A su vez los apoyos de Iglesias Turrión tampoco son sumables a otros por la sencilla razón de que él y su círculo no están dispuestos a apoyar o a llegar a acuerdos con otros que no sean ellos mismos, como se vio perfectamente en la corta legislatura surgida de las urnas el 20 de Diciembre. Lo cual sitúa el problema de la formación de gobierno en un punto de bloqueo sin solución práctica posible. Por eso, cuando los forofos de Podemos celebren con entusiasmo su tan ansiado y prioritario “sorpasso” –si se produce– no se podrá entender muy bien qué es lo que celebran: ¿Haber llegado al final de un callejón sin salida? Su problema de fondo y de forma es que no son fiables ni creíbles, por mucho que logren polarizar el voto de la indignación, la protesta y el malestar social
En definitiva, el problema de Iglesias Turrión, al igual que el de Rajoy, es que por muchos votos que tengan, son muchísimos más los que les rechazan de plano y no quieren que gobiernen. Y esto es algo importante en buena lógica democrática. Aunque te vote el veinte o el veintitantos por ciento del censo, los que te rechazan son tres veces más. Por lo que resultará imposible gobernar teniendo a tantísimos españoles en contra tuya. Esa es la disfunción que suele tener el voto extremista y “terminal”. Por eso, pocas personas se pueden imaginar a Iglesias Turrión y los suyos ocupando la Moncloa, cantando las cuarenta a los mandamases de Bruselas, controlando a los jueces, a las policías y a los medios de comunicación social, dando paso a la secesión de Cataluña, País Vasco, Galicia etc., con unos referéndums sin sentido etc. etc. Posiblemente, los más inteligentes de ellos mismos no se ven en tales condiciones y ante tales dilemas y problemas. Y tampoco en este caso vale recurrir al ejemplo de Txipras, pues ni el actual primer ministro griego es comparable a Iglesias Turrión, ni se parece en nada su círculo a los equipos ministeriales griegos, en los que se ha contado con ilustres Catedráticos y funcionarios públicos experimentados. Algo que en Podemos brilla por su ausencia. Pero, aun así, no hace falta ser un lince para comprender el desastre económico y social absoluto en el que se han metido los griegos, y que podría ser mucho mayor aun en el caso de España.
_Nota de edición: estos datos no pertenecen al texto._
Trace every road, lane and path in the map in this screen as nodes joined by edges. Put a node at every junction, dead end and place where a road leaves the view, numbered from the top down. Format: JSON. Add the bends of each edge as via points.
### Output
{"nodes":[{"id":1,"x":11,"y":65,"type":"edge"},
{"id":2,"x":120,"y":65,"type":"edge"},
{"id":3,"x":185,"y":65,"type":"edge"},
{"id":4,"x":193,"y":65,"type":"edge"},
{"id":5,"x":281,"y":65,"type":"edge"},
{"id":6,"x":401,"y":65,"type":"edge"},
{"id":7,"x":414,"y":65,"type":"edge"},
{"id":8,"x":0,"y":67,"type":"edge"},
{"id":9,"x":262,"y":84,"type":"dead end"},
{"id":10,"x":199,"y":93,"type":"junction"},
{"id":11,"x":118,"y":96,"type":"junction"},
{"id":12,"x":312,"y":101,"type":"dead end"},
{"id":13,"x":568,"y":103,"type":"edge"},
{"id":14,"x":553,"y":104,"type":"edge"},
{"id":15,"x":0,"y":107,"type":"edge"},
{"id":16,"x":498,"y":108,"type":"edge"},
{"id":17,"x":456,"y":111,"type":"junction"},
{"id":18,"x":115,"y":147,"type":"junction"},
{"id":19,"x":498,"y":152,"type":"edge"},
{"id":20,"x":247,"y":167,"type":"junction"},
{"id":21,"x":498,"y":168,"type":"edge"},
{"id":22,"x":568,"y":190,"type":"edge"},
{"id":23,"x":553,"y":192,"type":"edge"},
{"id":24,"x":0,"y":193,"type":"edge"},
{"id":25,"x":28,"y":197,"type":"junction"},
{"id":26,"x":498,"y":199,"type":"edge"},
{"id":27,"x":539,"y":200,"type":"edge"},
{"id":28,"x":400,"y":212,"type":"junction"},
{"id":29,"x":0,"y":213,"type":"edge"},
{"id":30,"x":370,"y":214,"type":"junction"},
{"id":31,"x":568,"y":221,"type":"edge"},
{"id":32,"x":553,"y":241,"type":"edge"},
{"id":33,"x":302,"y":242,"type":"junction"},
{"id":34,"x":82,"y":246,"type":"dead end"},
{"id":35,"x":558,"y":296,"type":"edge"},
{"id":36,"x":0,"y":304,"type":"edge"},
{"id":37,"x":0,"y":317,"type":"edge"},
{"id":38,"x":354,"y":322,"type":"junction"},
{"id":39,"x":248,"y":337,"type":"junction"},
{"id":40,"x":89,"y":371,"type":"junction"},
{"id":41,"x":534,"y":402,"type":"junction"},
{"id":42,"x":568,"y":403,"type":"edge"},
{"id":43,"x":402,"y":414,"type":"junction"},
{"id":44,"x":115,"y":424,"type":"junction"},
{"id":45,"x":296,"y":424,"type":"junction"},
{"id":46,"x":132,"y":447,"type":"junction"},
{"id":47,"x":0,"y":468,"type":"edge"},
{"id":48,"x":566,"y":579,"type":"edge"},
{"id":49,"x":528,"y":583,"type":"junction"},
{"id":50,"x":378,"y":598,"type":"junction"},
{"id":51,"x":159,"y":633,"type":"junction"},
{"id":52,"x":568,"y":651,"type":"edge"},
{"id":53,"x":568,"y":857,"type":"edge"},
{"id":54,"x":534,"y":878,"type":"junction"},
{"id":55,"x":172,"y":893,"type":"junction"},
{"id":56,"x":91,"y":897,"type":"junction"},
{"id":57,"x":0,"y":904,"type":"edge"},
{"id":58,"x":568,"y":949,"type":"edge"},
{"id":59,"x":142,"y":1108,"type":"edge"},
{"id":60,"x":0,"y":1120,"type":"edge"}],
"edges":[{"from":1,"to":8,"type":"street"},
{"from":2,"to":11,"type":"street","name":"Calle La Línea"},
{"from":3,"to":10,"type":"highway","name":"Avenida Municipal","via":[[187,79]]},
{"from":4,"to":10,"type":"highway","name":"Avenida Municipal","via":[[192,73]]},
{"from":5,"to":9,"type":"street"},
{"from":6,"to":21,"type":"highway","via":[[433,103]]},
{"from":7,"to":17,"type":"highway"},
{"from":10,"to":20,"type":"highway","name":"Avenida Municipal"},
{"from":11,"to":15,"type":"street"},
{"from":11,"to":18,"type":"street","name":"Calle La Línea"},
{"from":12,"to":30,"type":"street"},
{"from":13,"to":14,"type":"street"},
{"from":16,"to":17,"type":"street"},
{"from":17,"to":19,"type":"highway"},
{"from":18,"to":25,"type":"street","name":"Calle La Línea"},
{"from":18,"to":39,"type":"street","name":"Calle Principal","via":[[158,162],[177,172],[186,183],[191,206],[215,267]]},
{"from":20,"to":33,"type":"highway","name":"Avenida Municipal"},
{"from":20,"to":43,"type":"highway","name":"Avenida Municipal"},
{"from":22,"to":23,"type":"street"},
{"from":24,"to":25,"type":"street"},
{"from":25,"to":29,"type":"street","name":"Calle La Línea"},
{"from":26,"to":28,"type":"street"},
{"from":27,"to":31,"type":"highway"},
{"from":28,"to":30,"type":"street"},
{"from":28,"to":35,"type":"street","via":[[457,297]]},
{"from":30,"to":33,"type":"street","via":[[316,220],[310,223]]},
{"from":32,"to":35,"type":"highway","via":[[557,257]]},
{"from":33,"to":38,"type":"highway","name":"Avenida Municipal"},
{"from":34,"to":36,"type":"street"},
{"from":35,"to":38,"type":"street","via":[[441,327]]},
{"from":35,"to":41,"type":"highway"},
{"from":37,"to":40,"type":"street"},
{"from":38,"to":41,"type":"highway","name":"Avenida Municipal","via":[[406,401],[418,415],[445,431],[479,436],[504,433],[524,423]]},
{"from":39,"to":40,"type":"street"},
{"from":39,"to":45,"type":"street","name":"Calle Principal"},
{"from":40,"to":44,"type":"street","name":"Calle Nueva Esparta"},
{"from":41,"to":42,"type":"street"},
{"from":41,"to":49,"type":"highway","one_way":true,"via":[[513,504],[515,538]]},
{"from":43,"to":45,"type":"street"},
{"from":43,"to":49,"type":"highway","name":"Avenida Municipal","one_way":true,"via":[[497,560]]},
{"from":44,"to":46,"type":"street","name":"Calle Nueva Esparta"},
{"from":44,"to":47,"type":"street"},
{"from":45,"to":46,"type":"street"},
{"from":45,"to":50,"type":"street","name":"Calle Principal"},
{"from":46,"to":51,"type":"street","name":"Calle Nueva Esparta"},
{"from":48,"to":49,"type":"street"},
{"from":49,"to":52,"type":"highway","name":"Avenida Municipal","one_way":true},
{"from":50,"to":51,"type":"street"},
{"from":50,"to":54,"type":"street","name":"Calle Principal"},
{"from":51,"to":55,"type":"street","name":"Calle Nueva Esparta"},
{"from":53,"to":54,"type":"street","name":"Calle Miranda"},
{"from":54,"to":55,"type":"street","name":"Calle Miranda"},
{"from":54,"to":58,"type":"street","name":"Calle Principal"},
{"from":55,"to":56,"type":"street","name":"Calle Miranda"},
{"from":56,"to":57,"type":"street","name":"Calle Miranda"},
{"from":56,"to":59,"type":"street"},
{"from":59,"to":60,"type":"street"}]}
Así las cosas, y a reserva de las sorpresas que nos puedan deparar las urnas el 26 de junio, prácticamente solo en el PSOE y en Ciudadanos parece que se ha entendido el problema de fondo que subyace a la actual situación político-electoral española, y que exige inexcusablemente capacidad de interlocución y voluntad de llegar a acuerdos teniendo en cuenta el interés general de los españoles. Por eso, en contraste con lo que ocurre con Rajoy e Iglesias Turrión, los dos líderes de estos partidos son los que suscitan menos rechazos personales y políticos entre el conjunto de la población española. Es decir, tanto a Pedro Sánchez como a Albert Rivera son muchos menos los electores que dicen que no les votarían o les apoyarían nunca bajo ninguna condición. Por lo tanto, son los únicos que, como tales, pueden ser “aceptables” y sumar otros apoyos, aparte del núcleo de sus propios votantes. Lo que les convierte, también, en los únicos líderes que pueden tener futuro político ante un horizonte de bloqueo institucional. Horizonte en el que habría que esperar que los cuadros y adherentes sensatos de todos los partidos principales entiendan que hay que mover ficha y ceder si se quiere estar en condiciones de poder sumar, y no solo de restar o bloquear.
En estrictos términos cuantitativos el dilema ante el que nos enfrentamos en España es endiablado y puede llevarnos a un bucle electoral interminable. De ahí que, antes de votar habría que pedir a todos los candidatos que formalicen un compromiso mínimo y provisional de gobernabilidad, para dar tiempo, entre otras cosas, a que se puedan considerar y aprobar medidas y procedimientos que en un futuro impidan el bloqueo institucional. Solo si se llega a un compromiso público y explicito de este tipo podremos creernos que de verdad existe voluntad de evitar una nueva repetición de las elecciones.
¿En qué tendría que consistir este compromiso? En realidad solo existe una posibilidad asumible por todos, y coherente con los principios de la democracia: posibilitar que forme gobierno –con requisitos y compromisos explícitos– aquel partido o coalición que sume más escaños en el Parlamento en una segunda sesión de investidura. Lo cual supondría asumir que las coaliciones positivas prevalecen parlamentariamente sobre las coaliciones negativas, formadas por aquellos que solo coinciden en evitar “sumando sus votos” que otros puedan formar gobierno. Lo cual es un autentico disparate político sin paliativos.
De esta manera antes de acudir a las urnas, los españoles podríamos saber quiénes están por el bloqueo institucional sistemático, bajo el carpetovetónico criterio de “o yo o el caos”, y quienes están por intentar buscar soluciones y salidas a una encrucijada complicada y peligrosa. Sabiendo esto de antemano, todos podríamos ejercer un voto inteligente e informado en las urnas el 26 de Junio, más allá de las pulsiones, las indignaciones, las preferencias y las adscripciones políticas e ideológicas de cada cual.
En cualquier caso, la decisión ante el próximo momento electoral del 26 de junio no va a ser fácil. Pero los dilemas y peligros que tenemos por delante no son ninguna broma.